NOLA.com | The Times-Picayune
By Emily Lane, firstname.lastname@example.org
The protocol for caring for people coming down from heroin at the Orleans Parish jail includes taking their vital signs at least every eight hours, according to a wrongful death lawsuit filed this week. The family of a detoxing man who died last November after going into cardiac arrest while seated in the jail’s medical clinic claims in the suit the staff at the jail failed to take Narada Mealey‘s vital signs for two days before he collapsed in the chair.
The lawsuit, filed Tuesday in federal court, also claims staff mostly ignored Mealey’s repeated complaints of severe abdominal pain and nausea, even as he vomited in the cell where he was being held — a cell in the booking area that did not have a bed. Mealey at one point phoned relatives and told them he felt so sick he thought he would die, but relatives’ pleas for jail staff to give him medical attention went unheeded, the lawsuit claims.

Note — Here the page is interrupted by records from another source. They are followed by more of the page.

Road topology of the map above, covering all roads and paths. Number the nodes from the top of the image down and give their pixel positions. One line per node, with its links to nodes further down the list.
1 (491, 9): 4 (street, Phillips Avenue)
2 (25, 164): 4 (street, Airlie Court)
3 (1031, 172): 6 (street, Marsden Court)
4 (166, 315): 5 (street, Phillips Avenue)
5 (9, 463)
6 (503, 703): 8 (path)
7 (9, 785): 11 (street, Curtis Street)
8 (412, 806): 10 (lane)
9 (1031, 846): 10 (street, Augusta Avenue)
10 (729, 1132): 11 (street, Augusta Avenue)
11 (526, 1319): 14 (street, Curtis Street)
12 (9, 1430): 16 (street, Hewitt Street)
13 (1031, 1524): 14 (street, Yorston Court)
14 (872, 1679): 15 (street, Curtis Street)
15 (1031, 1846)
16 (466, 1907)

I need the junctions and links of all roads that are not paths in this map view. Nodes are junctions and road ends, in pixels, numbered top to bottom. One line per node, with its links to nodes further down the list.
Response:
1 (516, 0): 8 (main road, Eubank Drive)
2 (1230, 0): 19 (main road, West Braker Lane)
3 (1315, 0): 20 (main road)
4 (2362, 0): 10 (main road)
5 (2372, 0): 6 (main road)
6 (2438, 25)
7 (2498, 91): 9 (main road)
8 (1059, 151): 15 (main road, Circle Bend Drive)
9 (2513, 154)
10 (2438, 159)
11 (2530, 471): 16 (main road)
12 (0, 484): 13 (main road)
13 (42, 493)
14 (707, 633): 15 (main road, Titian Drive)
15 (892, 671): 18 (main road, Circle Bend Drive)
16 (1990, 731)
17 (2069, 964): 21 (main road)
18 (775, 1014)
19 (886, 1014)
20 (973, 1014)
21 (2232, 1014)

Named as defendants in the suit are the Orleans Parish Sheriff’s Office and Correct Care Solutions, the company OPSO contracts with to provide medical care at the jail, as well as Sheriff Marlin Gusman and a handful of individual sheriff’s office and CCS employees.
“This is another tragic and unnecessary death that could have been prevented, from our perspective,” said Stephen Haedicke, attorney for the plaintiffs, in a Wednesday phone call.